Examination and Test Findings

Mental status assessment may reveal dysfunction in multiple cognitive domains. Executive dysfunction may be more prominent than dysfunction in other domains. The neurological examination will reveal cranial nerve dysfunction and focal pyramidal and extrapyramidal abnormalities. Gait and balance abnormalities are frequently seen. Urinary incontinence is also seen in many VaD patients.

No laboratory study can diagnose VaD. However, these patients often have laboratory abnormalities that reflect risk factors for VaD, such as elevated cholesterol or blood glucose levels.

The electroencephalogram is often more normal than it is in patients with AD. Focal infarcts can produce corresponding focal abnormalities on the EEG, and EEG abnormalities in VaD are usually more asymmetric than in AD. Subcortical infarcts are often electrically silent.

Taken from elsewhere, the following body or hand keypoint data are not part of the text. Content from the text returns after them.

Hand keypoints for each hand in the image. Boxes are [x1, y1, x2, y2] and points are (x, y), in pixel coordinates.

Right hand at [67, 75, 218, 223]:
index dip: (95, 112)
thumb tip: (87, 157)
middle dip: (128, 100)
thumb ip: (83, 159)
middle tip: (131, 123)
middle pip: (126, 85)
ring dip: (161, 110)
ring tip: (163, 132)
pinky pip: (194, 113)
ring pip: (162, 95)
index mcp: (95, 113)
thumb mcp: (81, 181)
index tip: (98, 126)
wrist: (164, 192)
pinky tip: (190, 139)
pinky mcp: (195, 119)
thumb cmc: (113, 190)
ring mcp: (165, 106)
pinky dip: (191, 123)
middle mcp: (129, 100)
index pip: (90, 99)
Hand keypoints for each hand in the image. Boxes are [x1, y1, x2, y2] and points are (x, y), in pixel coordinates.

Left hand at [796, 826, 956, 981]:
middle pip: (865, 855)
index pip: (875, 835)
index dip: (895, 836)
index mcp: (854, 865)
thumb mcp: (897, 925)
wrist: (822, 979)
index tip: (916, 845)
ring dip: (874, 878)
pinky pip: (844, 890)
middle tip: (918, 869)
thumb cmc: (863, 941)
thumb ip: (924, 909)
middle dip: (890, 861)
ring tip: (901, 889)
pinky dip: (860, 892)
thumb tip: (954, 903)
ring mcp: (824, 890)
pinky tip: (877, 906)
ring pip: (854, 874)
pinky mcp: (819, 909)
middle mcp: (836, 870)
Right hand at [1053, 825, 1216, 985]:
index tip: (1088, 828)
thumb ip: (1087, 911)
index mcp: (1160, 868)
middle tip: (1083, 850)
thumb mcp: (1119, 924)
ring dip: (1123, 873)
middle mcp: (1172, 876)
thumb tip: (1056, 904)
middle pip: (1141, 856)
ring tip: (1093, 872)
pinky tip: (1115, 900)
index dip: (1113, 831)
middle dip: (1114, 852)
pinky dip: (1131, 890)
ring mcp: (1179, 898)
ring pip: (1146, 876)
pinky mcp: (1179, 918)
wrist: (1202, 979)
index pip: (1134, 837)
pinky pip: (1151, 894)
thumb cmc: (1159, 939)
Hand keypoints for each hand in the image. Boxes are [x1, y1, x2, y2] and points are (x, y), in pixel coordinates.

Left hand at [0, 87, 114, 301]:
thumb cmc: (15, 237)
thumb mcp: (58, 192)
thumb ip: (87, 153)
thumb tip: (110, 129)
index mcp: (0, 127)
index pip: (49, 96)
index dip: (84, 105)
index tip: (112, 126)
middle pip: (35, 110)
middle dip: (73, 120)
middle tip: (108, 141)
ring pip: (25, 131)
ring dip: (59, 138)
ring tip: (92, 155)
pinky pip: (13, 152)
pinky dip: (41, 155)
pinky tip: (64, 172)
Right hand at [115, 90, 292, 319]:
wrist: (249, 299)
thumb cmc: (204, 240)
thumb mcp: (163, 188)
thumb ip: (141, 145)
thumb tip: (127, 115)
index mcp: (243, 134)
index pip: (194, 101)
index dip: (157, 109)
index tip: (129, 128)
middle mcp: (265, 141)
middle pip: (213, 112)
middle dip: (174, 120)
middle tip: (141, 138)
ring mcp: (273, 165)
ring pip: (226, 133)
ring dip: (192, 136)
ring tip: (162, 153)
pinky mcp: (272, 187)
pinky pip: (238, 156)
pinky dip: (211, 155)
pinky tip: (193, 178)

Structural neuroimaging (CT or MRI) reveals focal infarcts and/or extensive white matter ischemic changes in patients with VaD. Infarctions in the brain watershed areas (frontal/parietal) can be found after acute episodes of hypoperfusion. Functional neuroimaging usually reveals patchy areas of decreased blood flow or metabolism consistent with ischemia and/or infarcts. Abnormalities in the primary sensorimotor or visual cortices are usually due to cerebrovascular disease as these areas are relatively spared in AD.

Neuropsychological assessment may produce a patchy pattern of cognitive deficits with executive dysfunction and psychomotor slowing that can complicate the assessment of other functions. In patients with VaD there is usually a relative preservation of language abilities unless the language areas have been damaged by an infarct. However, as noted above, the neuropsychological presentation of VaD is quite variable.

Neuropathology. Pathological examination of the brains of VaD patients can reveal different types of cerebral infarcts. Emboli, arterial thrombosis, or other causes of arterial occlusion can cause infarcts in the territory distal to the obstruction. Small lacunar infarcts can be seen, and these are most often found in the basal ganglia and thalamus. Widespread lacunes can produce the vascular dementia syndrome known as the lacunar state. Infarctions of the white matter can also be seen; widespread white matter microinfarcts are sometimes referred to as Binswanger's disease. Lacunes and white matter infarcts are usually associated with fibrinoid necrosis of small arteries and arterioles. Episodes of decreased cerebral perfusion due to cardiac arrhythmia or other causes can cause watershed infarctions in the distal, overlapping areas between the major arterial distributions. Pathological examination can also reveal areas of incomplete ischemic injury as well as ischemia-induced atrophy (Olsson et al., 1996).

Areas of functionally abnormal tissue are frequently present and may not be detectable on routine pathological examination. Focal infarcts are often surrounded by a penumbra of dysfunctional tissue, and areas of the brain far-removed from an infarct can develop secondary functional impairment (diaschisis).

In rare cases, the syndrome of dementia can be caused by a single stroke located in a "strategic" area. For example, infarction of the angular gyrus can manifest as dementia (Benson et al., 1982).

Neurochemical Changes. Cerebrospinal fluid (CSF) levels of acetylcholine are reduced in patients with vascular dementia. CSF acetylcholine levels are higher in VaD than in AD, although the frequent comorbidity of these two diseases complicates the interpretation of these findings. The activity of choline acetyltransferase, acetylcholine's synthetic enzyme, is also reduced in VaD (Tohgi et al., 1996).

Abnormalities in the dopaminergic system have also been described in VaD. CSF dopamine levels are increased in VaD and correlate with disease progression. CSF levels of homovanillic acid (HVA), a dopamine metabolite, are decreased in VaD (Tohgi et al., 1992). Dopamine D2 receptors in the caudate nuclei of VaD patients have a decreased binding affinity for dopamine when compared to receptors from control subjects. This difference in binding affinity does not seem to correlate with prior use of neuroleptic medication (Allard et al., 2002).

Different findings have been reported in studies of the serotonergic system in VaD. Measures of presynaptic and postsynaptic serotonergic cell density have been found to be equal in cases of VaD and controls (Hansson et al., 1996). Serotonin metabolism seems to be decreased, though, and CSF levels of 5-HIAA, a metabolite of serotonin, have been found to be decreased in VaD (Tohgi et al., 1992). Increased activity of the hypothalamic/pituitary/adrenal axis can be seen in VaD and may be a consequence of decreased serotonergic inhibition of this system (Gottfries et al., 1994).